Fictitious people don't deny stories. Neither do dead men. Maybe the liberal legacy media ought to remember that the next time words or documents are said by a political partisan to come from a dead man.
...Lane, who is now a reporter for the Washington Post, says that Glass might still be duping editors, if it weren't for an online version of Forbes magazine, which was trying to do a follow-up on an article glass had written about a convention of computer hackers in Bethesda, Md. - specifically, a 15-year-old who had hacked into a company called Jukt Micronics and then extorted tens of thousands of dollars not to do it again. The Forbes editors told Lane they were having trouble confirming a single fact.
Oddly enough-- an on-line reporter uncovered Glass' fraud, too. It was considered a triumph for on-line journalism, which had gotten little respect previously.
Now, this is seriously ironic:
... He even went to the trouble to create a Web site for Jukt Micronics.“It was ostensibly a web page from Jukt Micronics, which contained this letter claiming that The New Republic had portrayed them inaccurately in their story,” says Lane.
Was the Web site convincing?
No, says Lane. “The second I looked at it, I thought, ‘This isn't a real corporate Web site.’ I mean, first of all, it was on AOL members. You know.
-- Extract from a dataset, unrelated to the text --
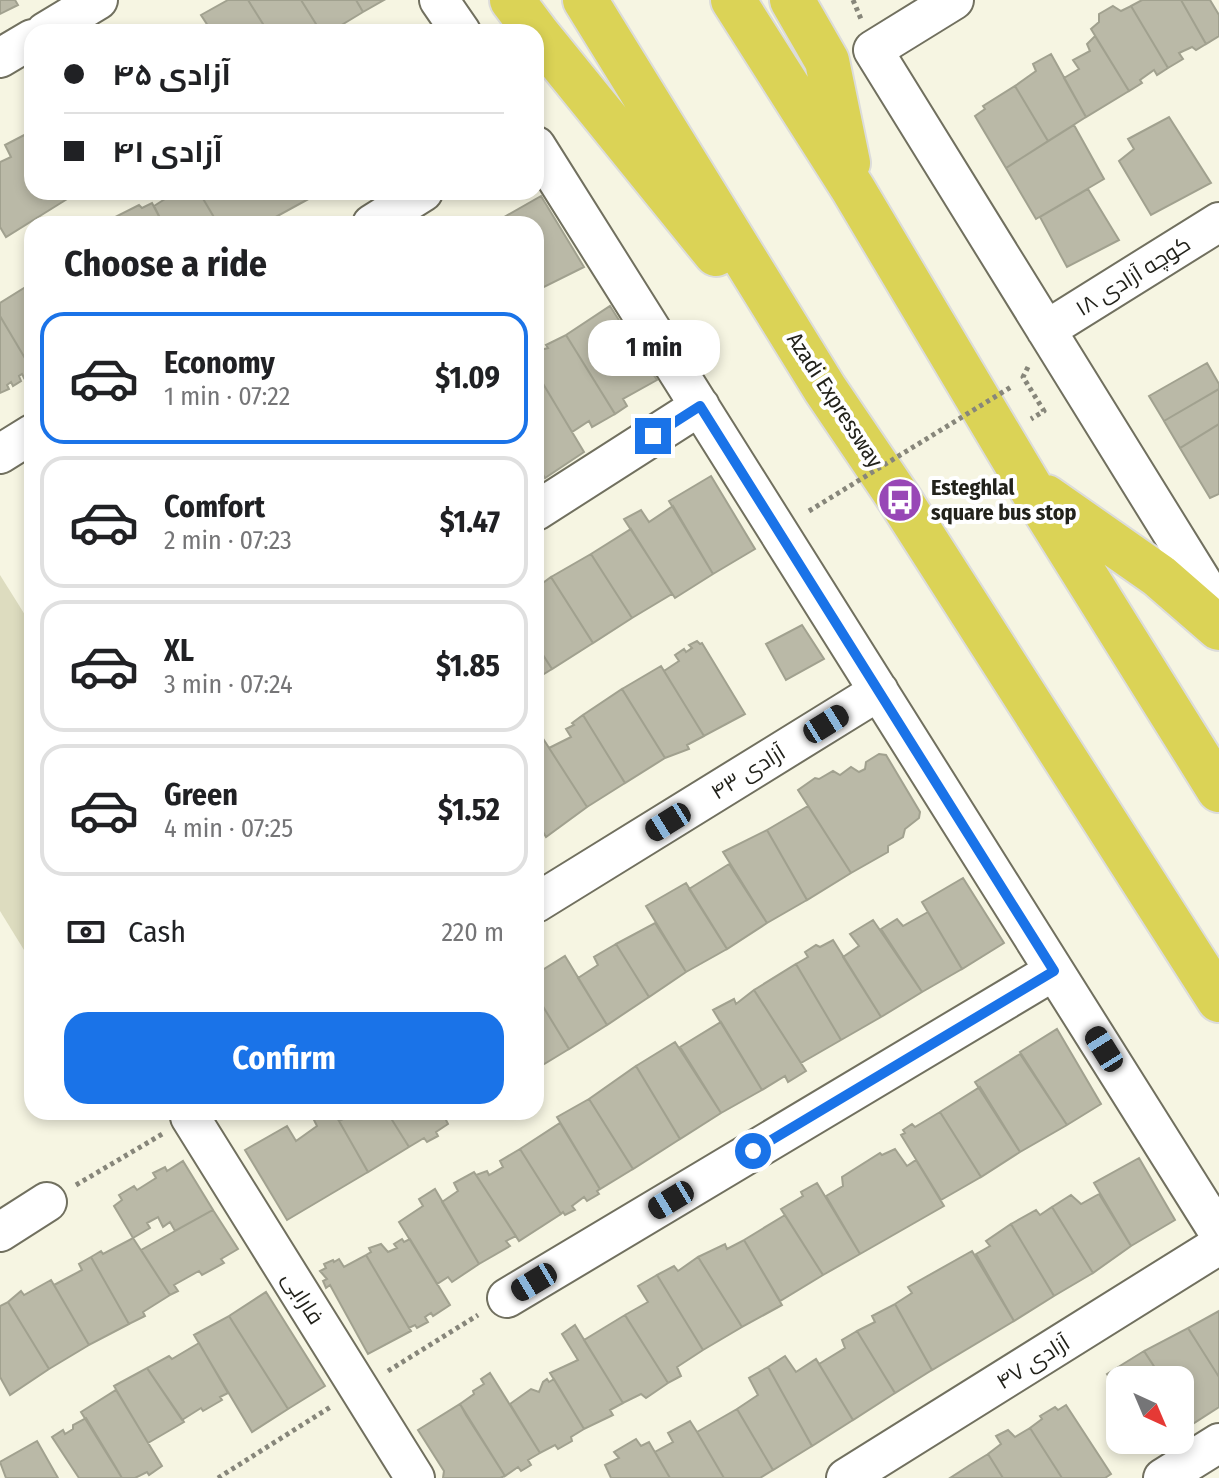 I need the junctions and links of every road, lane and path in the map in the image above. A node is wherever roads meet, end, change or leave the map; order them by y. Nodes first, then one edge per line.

I mean corporations that make high-tech products in Silicon Valley don't go on AOL members.”
He created a "fake web site" which was a laughably crude and primative little page, with no graphics and childishly inept layout, which basically just said "Jukt Micronics" and listed a phone number or two-- not what you'd expect a professional software company to have for a web-page.
And, uhhh, you wouldn't expect them to have a freaking web-page on the AOL members domain-- the same domain where people post pictures of their cats and troll for those who are "Married but not Dead."
Not the sort of, ahem, forgery that would fool anyone.
And, give credit to Lane-- it didn't fool him for very long at all.
Now compare Lane's skepticism at seeing this obvious hoax with Rather's, Mape's, and Howard's determination to believe at any cost.
And how did all of this end for Glass? Rather badly, of course. But then, he wasn't a big anchorman, now was he?
And with that, the journalistic career of Stephen Glass ended. He dropped out of sight and spent much of the past five years in therapy, trying to start over....
But then he admits that he continued to lie to them. Did he ever apologize to any of them? “This is the very beginning of a very, very long process of apologies. I didn't apologize to people. Because I was so ashamed.”
Certainly Glass could forgive them for perhaps being a little bit cynical about this apology, since he’s doing it on national television and not in person.
“I don't think that's right though, saying because I'm doing it on national television,” says Glass, even though he has a book out now about his life and hasn’t been in touch with these people for five years.
I wonder if Steve Kroft would forgive me for being cynical about Dan Rather's "apology," in which he apologized for very little of all. He apologized, basically, for Burkett's "lie" to him -- and I put that "lie" in quotes, because I'm not sure that Burkett lied to Rather and Mapes so much as he told them what they indicated they needed to hear.